When he had finished this performance, both he and she stared at the handkerchief meditatively.

"I doubt you have taken it all off," she says, plaintively. "I couldn't have put more than that on, and surely the handkerchief has no need of a complexion; whilst I——It must be all gone now, and I was whiter than this bit of cambric when I put it on. Had I better run up to my room again, or——"

"Oh, no. You are all right; indeed you are. I'd say so at once if you weren't," says Ronayne, reassuringly. "You are looking as lovely as a dream."

"And my eyes?"

"Are beautifully done. No one on earth could find you out," says Ulic, comfortably; after which they both laugh merrily, and, quitting the impromptu boudoir, go down to the ballroom.

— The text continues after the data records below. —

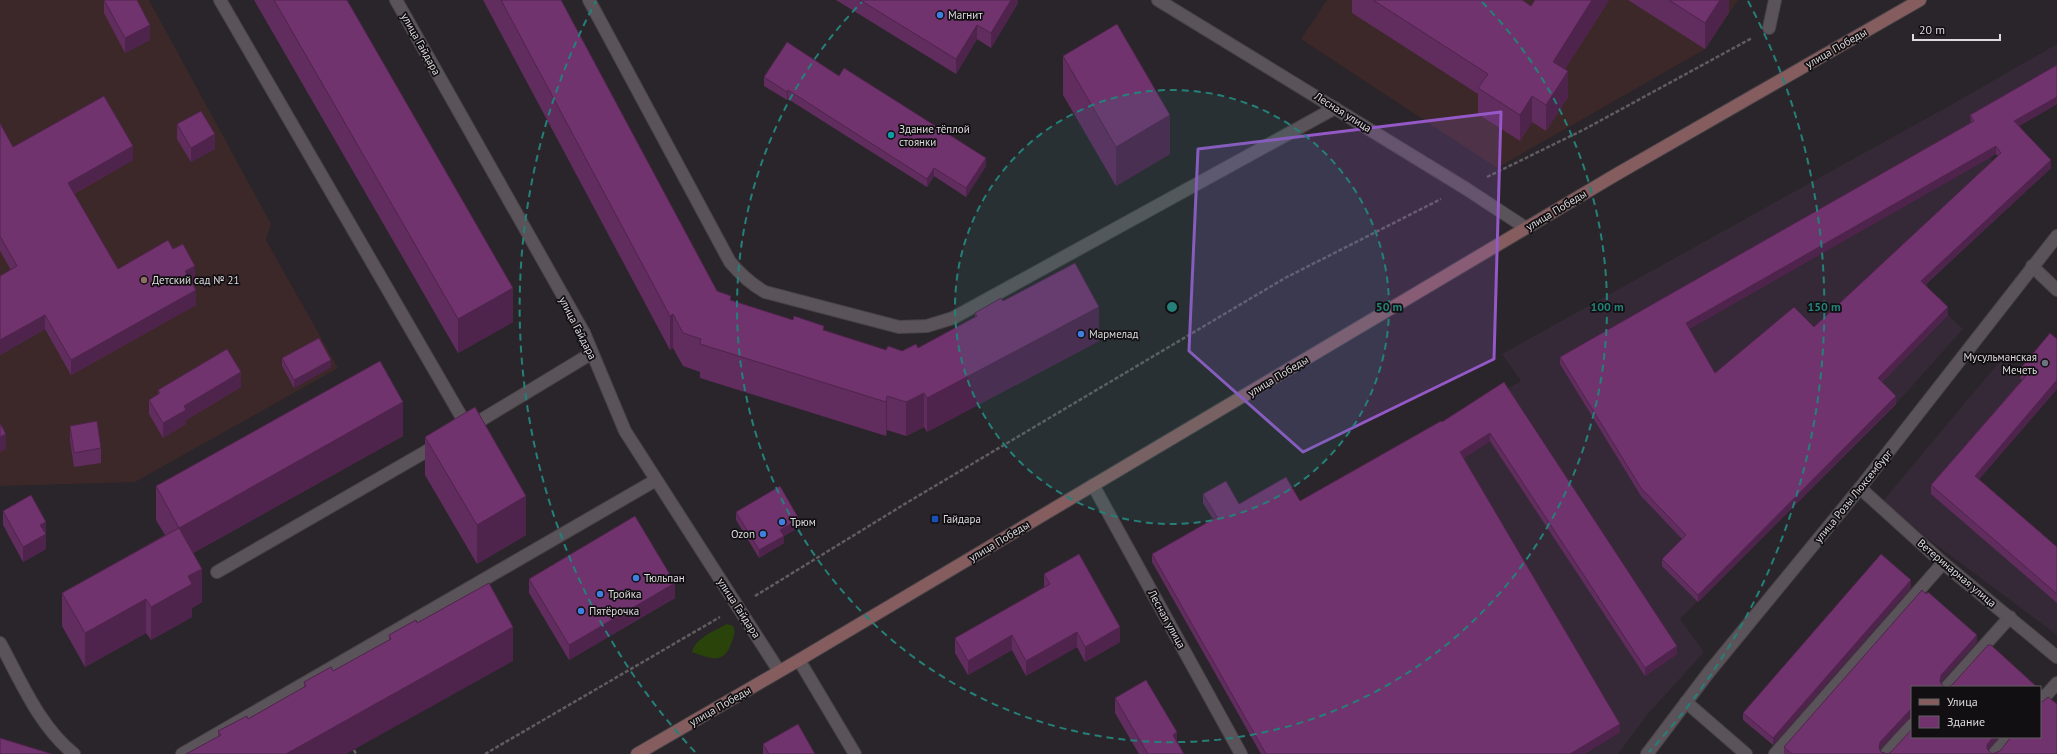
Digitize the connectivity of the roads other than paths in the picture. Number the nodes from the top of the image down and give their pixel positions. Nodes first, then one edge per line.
1 (220, 0) edge
2 (396, 0) edge
3 (589, 0) edge
4 (1158, 0) edge
5 (1775, 0) edge
6 (1920, 0) edge
7 (1769, 28) road end
8 (1335, 108) junction
9 (1526, 228) junction
10 (2057, 236) edge
11 (2032, 266) junction
12 (2057, 290) edge
13 (592, 353) junction
14 (468, 428) junction
15 (656, 480) junction
16 (1093, 485) junction
17 (1860, 488) junction
18 (1943, 563) junction
19 (217, 572) dead end
20 (2010, 617) junction
21 (0, 643) edge
22 (2057, 656) edge
23 (799, 660) junction
24 (779, 671) junction
25 (2057, 683) edge
26 (1948, 686) edge
27 (2041, 701) edge
28 (1686, 702) junction
29 (1911, 726) edge
30 (2008, 738) edge
31 (74, 754) edge
32 (182, 754) edge
33 (637, 754) edge
34 (855, 754) edge
35 (1241, 754) edge
36 (1647, 754) edge
37 (1746, 754) edge
38 (1775, 754) edge
39 (1886, 754) edge
40 (1994, 754) edge

1 - 14 street
2 - 13 street, улица Гайдара
3 - 8 street
4 - 8 street, Лесная улица
5 - 7 street
6 - 9 street, улица Победы
8 - 9 street, Лесная улица
9 - 16 street, улица Победы
10 - 11 street, улица Розы Люксембург
11 - 12 street
11 - 17 street, улица Розы Люксембург
13 - 14 street
13 - 15 street, улица Гайдара
14 - 19 street
15 - 24 street, улица Гайдара
15 - 32 street
16 - 23 street, улица Победы
16 - 35 street, Лесная улица
17 - 18 street, Ветеринарная улица
17 - 28 street, улица Розы Люксембург
18 - 20 street, Ветеринарная улица
18 - 38 street
20 - 22 street, Ветеринарная улица
20 - 26 street
21 - 31 street
23 - 24 street, улица Победы
23 - 34 street
24 - 33 street, улица Победы
25 - 27 street
28 - 36 street, улица Розы Люксембург
28 - 37 street
29 - 39 street
30 - 40 street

Mrs. Fitzgerald shows a faint disposition to sob, as they pass out of sight. Madam O'Connor is consumed with laughter.

"I don't think I should trouble myself to open 'that poor young Ronayne's' eyes, if I were you, Edith," she says, with tears of suppressed amusement in her eyes.

"He is lost!" says Mrs. Fitzgerald, with a groan; but whether she means to Bella or to decency never transpires.